2. The coaxial terminator of claim 1, wherein the resistor
longitudinally extends radially along at least a portion of said
supportive element.
3. The coaxial terminator of claim 1, wherein the resistor
longitudinally extends in a direction that is perpendicular to the
longitudinal axis of the central conductive pin.
4. The coaxial terminator of claim 1, wherein the first end of said
central conductive pin extends beyond the first end of said
housing.
5. The coaxial terminator of claim 1, wherein the housing further
comprises a cylindrical cavity between the impedance match element
and the second end of the housing, wherein the ratio of the
diameter of the cylindrical cavity to the length of the cylindrical
cavity ranges from 6:1 to 1:1.
6. The coaxial terminator of claim 1, wherein the resistor
comprises a coated ceramic block.
7. The coaxial terminator of claim 1, wherein the supportive
element comprises a printed circuit board.
8. The coaxial terminator of claim 1, wherein the total length of
the terminator along its longitudinal axis is less than about 0.4
inches.
9. The coaxial terminator of claim 1, wherein central conductive
pin has a diameter of 0.040 inches.+-.0.005 inches.
10. The coaxial terminator of claim 1, wherein the first end of the
central conductive pin is radiused.
11. The coaxial terminator of claim 1, wherein the first end of
central conductive pin is chamfered.
12. The coaxial terminator of claim 1, wherein the second end of
the central conductive pin is press-fit through the supportive
element.
13. The coaxial terminator of claim 1, wherein said first and
second areas of conductive material comprise copper clad
traces.
14. The coaxial terminator of claim 1, wherein the terminator
provides for a return loss having an absolute value of at least 25
dB.
15. A coaxial terminator for securing and terminating a coaxial
equipment port of an equipment box, the coaxial equipment port
being of the type having a female center conductor adapted to
receive a center conductor of a coaxial connector, the coaxial
equipment port also being of the type including an externally
threaded outer conductor surrounding the female center conductor
and spaced apart therefrom by a dielectric, the coaxial terminator
comprising: a housing having first and second opposing ends, the
first end of the housing having a central bore, and the first end
of the housing including an internally threaded region to
threadedly engage the outer conductor of the coaxial equipment port
through rotation of the housing relative to the coaxial equipment
port; and an impedance match element mounted within said housing,
said impedance match element comprising: a central conductive pin
having first and second opposing ends; a supportive element; and a
resistor having first and second opposing ends, wherein the
resistor is in electrical communication with the central conductive
pin and wherein the resistor longitudinally extends in a direction
that is not coaxial with the longitudinal axis of the central
conductive pin; wherein the housing comprises an internal body and
an outer body surrounding the internal body and rotatably secured
thereover, the internal body having first and second opposing ends,
the first end of the internal body including the internally
threaded region to threadedly engage the outer conductor of the
coaxial equipment, the outer body having first and second opposing
ends, the second end of the outer body having a bore formed therein
for allowing the insertion of a tool to rotate the internal body,
wherein the impedance match element is mounted within the internal
body.
16. The coaxial terminator of claim 15, wherein the total length of
the terminator along its longitudinal axis is less than about 1
inch.
17. The coaxial terminator of claim 15, wherein the second end of
the internal body further comprises a plurality of slots for
engaging said tool.
Description
BACKGROUND OF THE INVENTION
1. Field of the Invention
The present invention relates generally to terminators and CATV
coaxial connectors, and more particularly, to a terminator having
an improved construction.
2. Technical Background
Cable transmission systems are in wide use throughout the world for
transferring television signals, and other types of signals,
between devices.
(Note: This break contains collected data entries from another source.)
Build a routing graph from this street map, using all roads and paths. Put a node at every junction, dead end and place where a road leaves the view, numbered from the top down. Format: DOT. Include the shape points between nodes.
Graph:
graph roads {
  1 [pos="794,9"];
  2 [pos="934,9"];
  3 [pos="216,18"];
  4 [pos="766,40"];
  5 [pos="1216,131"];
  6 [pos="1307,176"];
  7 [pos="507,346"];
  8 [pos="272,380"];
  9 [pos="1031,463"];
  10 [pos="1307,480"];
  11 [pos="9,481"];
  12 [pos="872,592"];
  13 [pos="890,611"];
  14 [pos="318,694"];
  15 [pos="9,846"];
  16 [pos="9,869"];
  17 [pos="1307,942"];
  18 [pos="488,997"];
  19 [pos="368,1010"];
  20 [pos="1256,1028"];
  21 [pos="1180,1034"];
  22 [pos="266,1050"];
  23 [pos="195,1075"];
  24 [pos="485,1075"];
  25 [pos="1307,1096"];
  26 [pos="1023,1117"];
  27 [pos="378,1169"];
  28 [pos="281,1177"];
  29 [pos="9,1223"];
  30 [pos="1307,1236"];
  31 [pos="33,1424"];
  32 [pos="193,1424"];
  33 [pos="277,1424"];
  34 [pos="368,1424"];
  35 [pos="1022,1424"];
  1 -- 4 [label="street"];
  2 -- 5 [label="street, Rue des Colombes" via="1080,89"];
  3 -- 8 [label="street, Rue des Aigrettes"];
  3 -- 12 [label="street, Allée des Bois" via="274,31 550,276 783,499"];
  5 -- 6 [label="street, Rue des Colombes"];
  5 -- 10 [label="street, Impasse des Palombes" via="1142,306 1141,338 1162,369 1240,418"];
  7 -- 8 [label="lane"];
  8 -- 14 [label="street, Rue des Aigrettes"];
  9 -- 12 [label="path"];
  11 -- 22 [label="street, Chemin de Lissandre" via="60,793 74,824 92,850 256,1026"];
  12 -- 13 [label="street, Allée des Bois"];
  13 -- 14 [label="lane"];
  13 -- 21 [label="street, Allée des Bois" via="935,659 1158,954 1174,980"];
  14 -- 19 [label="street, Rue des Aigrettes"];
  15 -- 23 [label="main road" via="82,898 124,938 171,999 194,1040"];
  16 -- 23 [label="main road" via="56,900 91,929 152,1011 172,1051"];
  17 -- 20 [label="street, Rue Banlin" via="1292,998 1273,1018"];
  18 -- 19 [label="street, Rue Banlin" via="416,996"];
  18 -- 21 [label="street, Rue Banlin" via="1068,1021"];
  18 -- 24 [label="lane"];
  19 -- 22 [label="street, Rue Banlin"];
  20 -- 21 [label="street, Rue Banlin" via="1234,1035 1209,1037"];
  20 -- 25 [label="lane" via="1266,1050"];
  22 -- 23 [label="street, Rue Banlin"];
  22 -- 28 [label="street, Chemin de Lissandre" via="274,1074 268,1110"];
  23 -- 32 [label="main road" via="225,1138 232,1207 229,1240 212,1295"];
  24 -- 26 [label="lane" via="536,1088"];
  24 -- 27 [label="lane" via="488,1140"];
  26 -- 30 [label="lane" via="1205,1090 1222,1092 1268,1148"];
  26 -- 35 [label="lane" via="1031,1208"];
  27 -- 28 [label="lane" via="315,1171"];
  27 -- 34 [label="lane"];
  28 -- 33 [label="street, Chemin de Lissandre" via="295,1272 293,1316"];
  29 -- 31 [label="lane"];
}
For example, a typical CATV system utilizes
coaxial cables to provide signal communication between a head end
and distributed receiver sets. A conventional CATV system includes
a permanently installed cable extending from the head end
throughout the area to be served. Various devices, such as
directional taps, are spaced along the cable. Individual
subscribers are serviced by a drop cable connected to a selected
terminal of an equipment box or other device. The terminals that
extend from the equipment box are externally threaded female
coaxial ports designed to receive a conventional F-connector
provided at the end of the drop cable. A terminator is typically
affixed to each of the unused terminals of the equipment to
maintain proper impedance along the signal transmission path.
In some cases, the equipment to which the drop cables are connected
must be located in public areas, and the terminals may be readily
accessible to the public. Such circumstances might permit
unauthorized persons to move a drop cable from one port to another
port, diverting service from a paying subscriber to a non-paying
user. In an effort to prevent unauthorized access to the system,
suppliers to the CATV industry have provided a type of terminator
referred to as tamper-resistant or theft-proof. Typical examples of
such tamper resistant terminators are shown and described in U.S.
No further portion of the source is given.